È una premessa obbligatoria per mettere ordine nella trama e nelle dichiarazioni degli ultimi giorni di Rafael Grossi, che solo lo scorso 12 giugno, alla vigilia del primo attacco di Israele, ribadiva di fronte al board dell’Aiea come «sfortunatamente l’Iran abbia ripetutamente evitato di rispondere o di fornire risposte tecniche credibili alle domande dell’Agenzia». Il diplomatico argentino, mercoledì, ha infatti compiuto una marcata marcia indietro: intervistato dalla giornalista britannica di origini iraniane Christiane Amanpour, ha precisato di non aver mai detto che l’Iran stia costruendo un’arma atomica, sconfessando quindi il contenuto della relazione che lui stesso ha presentato. Ha quindi parlato di «congetture» sul tempo necessario affinché Teheran abbia effettivamente un arsenale nucleare: «Perché congetture? Perché non lo sappiamo, perché se ci sono attività clandestine o tenute nascoste agli ispettori non lo possiamo sapere».
Chi ci capisce è bravo: proviamoci.

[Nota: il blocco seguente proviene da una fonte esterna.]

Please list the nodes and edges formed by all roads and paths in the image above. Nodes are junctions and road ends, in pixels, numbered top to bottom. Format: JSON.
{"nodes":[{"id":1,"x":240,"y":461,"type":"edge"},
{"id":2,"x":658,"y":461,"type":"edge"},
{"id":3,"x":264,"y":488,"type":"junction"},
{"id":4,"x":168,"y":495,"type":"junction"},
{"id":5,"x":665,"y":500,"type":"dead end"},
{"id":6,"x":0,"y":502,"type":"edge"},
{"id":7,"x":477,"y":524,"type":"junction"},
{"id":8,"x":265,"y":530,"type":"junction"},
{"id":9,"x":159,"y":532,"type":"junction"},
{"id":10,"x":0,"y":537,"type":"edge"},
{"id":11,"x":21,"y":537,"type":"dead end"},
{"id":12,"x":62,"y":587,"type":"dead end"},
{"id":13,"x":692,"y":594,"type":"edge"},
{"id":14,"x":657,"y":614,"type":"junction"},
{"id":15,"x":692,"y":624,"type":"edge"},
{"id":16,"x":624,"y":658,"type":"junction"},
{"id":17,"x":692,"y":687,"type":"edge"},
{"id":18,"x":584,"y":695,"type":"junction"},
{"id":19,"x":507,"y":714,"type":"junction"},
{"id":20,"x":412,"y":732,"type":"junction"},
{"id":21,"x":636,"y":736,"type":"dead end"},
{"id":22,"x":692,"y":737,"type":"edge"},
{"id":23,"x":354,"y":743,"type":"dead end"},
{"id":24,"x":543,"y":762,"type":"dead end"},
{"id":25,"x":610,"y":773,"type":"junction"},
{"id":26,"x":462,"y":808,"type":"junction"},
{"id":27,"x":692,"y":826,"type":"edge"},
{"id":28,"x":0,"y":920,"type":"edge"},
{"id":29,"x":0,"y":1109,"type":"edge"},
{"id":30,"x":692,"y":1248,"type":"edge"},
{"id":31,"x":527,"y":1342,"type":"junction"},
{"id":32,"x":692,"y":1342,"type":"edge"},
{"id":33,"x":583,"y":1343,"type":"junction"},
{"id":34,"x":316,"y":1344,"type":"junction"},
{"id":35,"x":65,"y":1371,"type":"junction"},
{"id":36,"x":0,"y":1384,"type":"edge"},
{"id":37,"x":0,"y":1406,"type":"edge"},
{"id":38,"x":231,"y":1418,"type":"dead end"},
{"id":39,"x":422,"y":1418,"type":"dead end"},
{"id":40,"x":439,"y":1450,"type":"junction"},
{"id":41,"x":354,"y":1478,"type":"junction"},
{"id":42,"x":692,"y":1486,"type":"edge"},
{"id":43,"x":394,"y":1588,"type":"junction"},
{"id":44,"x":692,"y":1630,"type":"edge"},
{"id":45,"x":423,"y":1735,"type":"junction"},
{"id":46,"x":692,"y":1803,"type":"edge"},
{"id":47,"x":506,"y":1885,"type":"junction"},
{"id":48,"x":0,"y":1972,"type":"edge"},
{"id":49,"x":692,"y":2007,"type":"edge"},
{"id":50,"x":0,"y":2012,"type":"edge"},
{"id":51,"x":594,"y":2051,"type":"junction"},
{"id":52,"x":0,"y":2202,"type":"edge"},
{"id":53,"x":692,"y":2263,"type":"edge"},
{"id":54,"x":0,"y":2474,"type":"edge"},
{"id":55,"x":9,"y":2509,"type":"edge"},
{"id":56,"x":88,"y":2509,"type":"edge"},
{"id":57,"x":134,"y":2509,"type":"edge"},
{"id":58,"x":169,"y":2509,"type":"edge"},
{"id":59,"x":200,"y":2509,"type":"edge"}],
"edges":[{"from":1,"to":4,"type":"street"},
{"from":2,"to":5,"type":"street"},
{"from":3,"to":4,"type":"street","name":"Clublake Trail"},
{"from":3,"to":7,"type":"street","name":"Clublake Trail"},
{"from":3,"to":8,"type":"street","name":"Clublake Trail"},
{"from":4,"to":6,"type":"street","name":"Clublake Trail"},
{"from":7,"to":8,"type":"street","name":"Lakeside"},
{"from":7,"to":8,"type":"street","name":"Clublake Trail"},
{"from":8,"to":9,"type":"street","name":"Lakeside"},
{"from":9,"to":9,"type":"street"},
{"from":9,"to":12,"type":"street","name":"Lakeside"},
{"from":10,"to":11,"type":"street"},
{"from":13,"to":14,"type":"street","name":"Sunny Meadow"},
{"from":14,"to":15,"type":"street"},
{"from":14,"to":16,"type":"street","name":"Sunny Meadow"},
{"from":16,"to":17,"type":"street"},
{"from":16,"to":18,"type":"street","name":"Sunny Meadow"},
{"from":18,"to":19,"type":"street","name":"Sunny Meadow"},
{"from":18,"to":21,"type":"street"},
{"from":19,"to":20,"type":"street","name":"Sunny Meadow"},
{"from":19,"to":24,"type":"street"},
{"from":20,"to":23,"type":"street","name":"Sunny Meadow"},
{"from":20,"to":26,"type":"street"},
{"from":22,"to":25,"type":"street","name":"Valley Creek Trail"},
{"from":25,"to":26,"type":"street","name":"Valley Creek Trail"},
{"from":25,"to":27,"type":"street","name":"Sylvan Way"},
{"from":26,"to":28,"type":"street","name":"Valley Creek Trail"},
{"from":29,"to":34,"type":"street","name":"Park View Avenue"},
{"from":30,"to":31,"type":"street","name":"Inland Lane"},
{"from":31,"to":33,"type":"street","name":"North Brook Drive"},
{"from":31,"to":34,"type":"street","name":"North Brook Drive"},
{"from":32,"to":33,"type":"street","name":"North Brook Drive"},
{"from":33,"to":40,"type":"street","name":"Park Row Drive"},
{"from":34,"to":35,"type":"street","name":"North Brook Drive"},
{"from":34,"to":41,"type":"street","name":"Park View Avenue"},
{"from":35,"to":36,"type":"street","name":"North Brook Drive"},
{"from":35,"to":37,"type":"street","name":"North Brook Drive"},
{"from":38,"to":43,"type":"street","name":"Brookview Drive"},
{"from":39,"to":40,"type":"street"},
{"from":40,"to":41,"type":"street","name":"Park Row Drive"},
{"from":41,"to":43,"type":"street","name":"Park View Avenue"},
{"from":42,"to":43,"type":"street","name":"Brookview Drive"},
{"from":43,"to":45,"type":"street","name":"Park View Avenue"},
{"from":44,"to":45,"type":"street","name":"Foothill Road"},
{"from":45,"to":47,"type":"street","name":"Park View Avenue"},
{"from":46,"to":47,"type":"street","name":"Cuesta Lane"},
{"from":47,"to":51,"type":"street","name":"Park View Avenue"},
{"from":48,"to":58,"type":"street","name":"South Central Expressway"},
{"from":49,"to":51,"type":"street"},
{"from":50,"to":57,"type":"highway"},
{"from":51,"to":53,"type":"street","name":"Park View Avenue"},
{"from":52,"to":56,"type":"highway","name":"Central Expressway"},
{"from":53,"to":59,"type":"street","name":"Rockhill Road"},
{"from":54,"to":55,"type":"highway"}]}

Con una carriera di lungo corso da esperto di sicurezza e disarmo e incarichi per l’Onu, Grossi con il suo dietrofront ha tentato di levarsi di dosso l’accusa di aver fornito al premier israeliano Benjamin Netanyahu l’assist per dare il via all’operazione “Rising Lion” e all’attacco a sorpresa ai siti nucleari e agli edifici residenziali dei vertici militari iraniani. Un tentativo pilatesco da parte dello stesso Grossi di lavarsene le mani che non è valso a molto, se si considera il messaggio recapitato giovedì dal portavoce del ministero degli Esteri dell’Iran: «Avete reso l’Aiea un partner di questa ingiusta guerra di aggressione».
In questo senso, da registrare la nota congiunta dei ministri degli Affari esteri di Francia, Germania e Regno Unito, insieme all'Alto rappresentante dell’Unione europea, i quali al termine dell’incontro a Ginevra con il loro omologo iraniano «hanno espresso pieno sostegno al direttore generale dell’Aiea e hanno incoraggiato l’Iran a cooperare pienamente con l’Agenzia, in linea con i suoi impegni giuridicamente vincolanti».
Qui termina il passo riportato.